Saxophone Colossus is the sixth studio album by American jazz saxophonist Sonny Rollins. Perhaps Rollins's best-known album, it is often considered his breakthrough record. It was recorded monophonically on June 22, 1956, with producer Bob Weinstock and engineer Rudy Van Gelder at the latter's studio in Hackensack, New Jersey. Rollins led a quartet on the album that included pianist Tommy Flanagan, bassist Doug Watkins, and drummer Max Roach. Rollins was a member of the Clifford Brown/Max Roach Quintet at the time of the recording, and the recording took place four days before his bandmates Brown and Richie Powell died in a car accident on the way to a band engagement in Chicago. (Rollins was not travelling in the car carrying Brown and Powell.) Roach appeared on several more of Rollins' solo albums, up to the 1958 Freedom Suite album.

Saxophone Colossus was released by Prestige Records to critical success and helped establish Rollins as a prominent jazz artist.

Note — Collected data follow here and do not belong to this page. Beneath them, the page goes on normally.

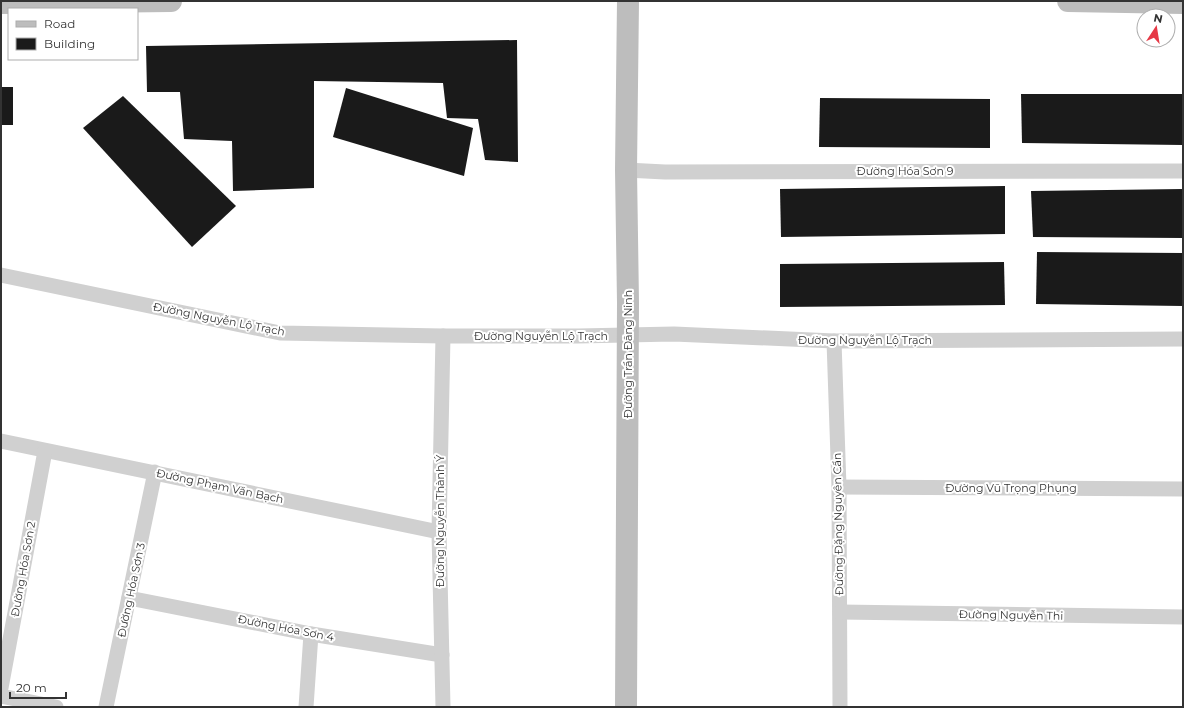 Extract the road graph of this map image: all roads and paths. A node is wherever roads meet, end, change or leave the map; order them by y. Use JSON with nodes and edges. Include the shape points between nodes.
{"nodes":[{"id":1,"x":171,"y":1,"type":"edge"},
{"id":2,"x":628,"y":1,"type":"edge"},
{"id":3,"x":1068,"y":1,"type":"edge"},
{"id":4,"x":1,"y":2,"type":"edge"},
{"id":5,"x":1183,"y":3,"type":"edge"},
{"id":6,"x":626,"y":170,"type":"junction"},
{"id":7,"x":1183,"y":171,"type":"edge"},
{"id":8,"x":1,"y":275,"type":"edge"},
{"id":9,"x":627,"y":335,"type":"junction"},
{"id":10,"x":443,"y":336,"type":"junction"},
{"id":11,"x":1183,"y":339,"type":"edge"},
{"id":12,"x":834,"y":341,"type":"junction"},
{"id":13,"x":1,"y":442,"type":"edge"},
{"id":14,"x":45,"y":451,"type":"junction"},
{"id":15,"x":155,"y":472,"type":"junction"},
{"id":16,"x":839,"y":487,"type":"junction"},
{"id":17,"x":1183,"y":489,"type":"edge"},
{"id":18,"x":439,"y":532,"type":"junction"},
{"id":19,"x":130,"y":598,"type":"junction"},
{"id":20,"x":840,"y":612,"type":"junction"},
{"id":21,"x":1183,"y":617,"type":"edge"},
{"id":22,"x":311,"y":634,"type":"junction"},
{"id":23,"x":442,"y":655,"type":"junction"},
{"id":24,"x":1,"y":688,"type":"edge"},
{"id":25,"x":1,"y":696,"type":"edge"},
{"id":26,"x":56,"y":707,"type":"edge"},
{"id":27,"x":106,"y":707,"type":"edge"},
{"id":28,"x":306,"y":707,"type":"edge"},
{"id":29,"x":443,"y":707,"type":"edge"},
{"id":30,"x":626,"y":707,"type":"edge"},
{"id":31,"x":840,"y":707,"type":"edge"}],
"edges":[{"from":1,"to":4,"type":"street"},
{"from":2,"to":6,"type":"street","name":"Đường Trần Đăng Ninh"},
{"from":3,"to":5,"type":"street"},
{"from":6,"to":7,"type":"street","name":"Đường Hóa Sơn 9"},
{"from":6,"to":9,"type":"street","name":"Đường Trần Đăng Ninh"},
{"from":8,"to":10,"type":"street","name":"Đường Nguyễn Lộ Trạch","via":[[280,332]]},
{"from":9,"to":10,"type":"street","name":"Đường Nguyễn Lộ Trạch"},
{"from":9,"to":12,"type":"street","name":"Đường Nguyễn Lộ Trạch","via":[[674,334]]},
{"from":9,"to":30,"type":"street","name":"Đường Trần Đăng Ninh"},
{"from":10,"to":18,"type":"street","name":"Đường Nguyễn Thành Ý"},
{"from":11,"to":12,"type":"street","name":"Đường Nguyễn Lộ Trạch"},
{"from":12,"to":16,"type":"street","name":"Đường Đặng Nguyên Cẩn"},
{"from":13,"to":14,"type":"street","name":"Đường Phạm Văn Bạch"},
{"from":14,"to":15,"type":"street","name":"Đường Phạm Văn Bạch"},
{"from":14,"to":24,"type":"street","name":"Đường Hóa Sơn 2"},
{"from":15,"to":18,"type":"street","name":"Đường Phạm Văn Bạch"},
{"from":15,"to":19,"type":"street","name":"Đường Hóa Sơn 3"},
{"from":16,"to":17,"type":"street","name":"Đường Vũ Trọng Phụng"},
{"from":16,"to":20,"type":"street","name":"Đường Đặng Nguyên Cẩn"},
{"from":18,"to":23,"type":"street","name":"Đường Nguyễn Thành Ý"},
{"from":19,"to":22,"type":"street","name":"Đường Hóa Sơn 4"},
{"from":19,"to":27,"type":"street","name":"Đường Hóa Sơn 3"},
{"from":20,"to":21,"type":"street","name":"Đường Nguyễn Thi"},
{"from":20,"to":31,"type":"street","name":"Đường Đặng Nguyên Cẩn"},
{"from":22,"to":23,"type":"street","name":"Đường Hóa Sơn 4"},
{"from":22,"to":28,"type":"street"},
{"from":23,"to":29,"type":"street","name":"Đường Nguyễn Thành Ý"},
{"from":25,"to":26,"type":"street"}]}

In 2016, Saxophone Colossus was selected for preservation in the National Recording Registry by the Library of Congress as being "culturally, historically, or aesthetically significant".

==Release and legacy==

Independent sources have differed in their reporting of the album's release date. According to The Mojo Collection, it was released in the autumn of 1956, while an August 1957 issue of Billboard magazine listed the album among records released in the period between March 16 and July of that same year. Reviewing in April 1957, Billboard said "Rollins' latest effort should really start musicians buzzing", as "the tenorman is one of the most vigorous, dynamic and inventive of modern jazzmen", and "everytrack is packed with surprises, tho Rollins develops each solo with great architectural logic". Ralph J. Gleason reviewed the album later in June for DownBeat, writing:

Almost as if in answer to the charge that there is a lack of grace and beauty in the work of the New York hard-swingers comes this album in which Rollins displays humor, gentleness, a delicate feeling for beauty in line, and a puckish sense of humor. And all done with the uncompromising swinging that has characterized them all along.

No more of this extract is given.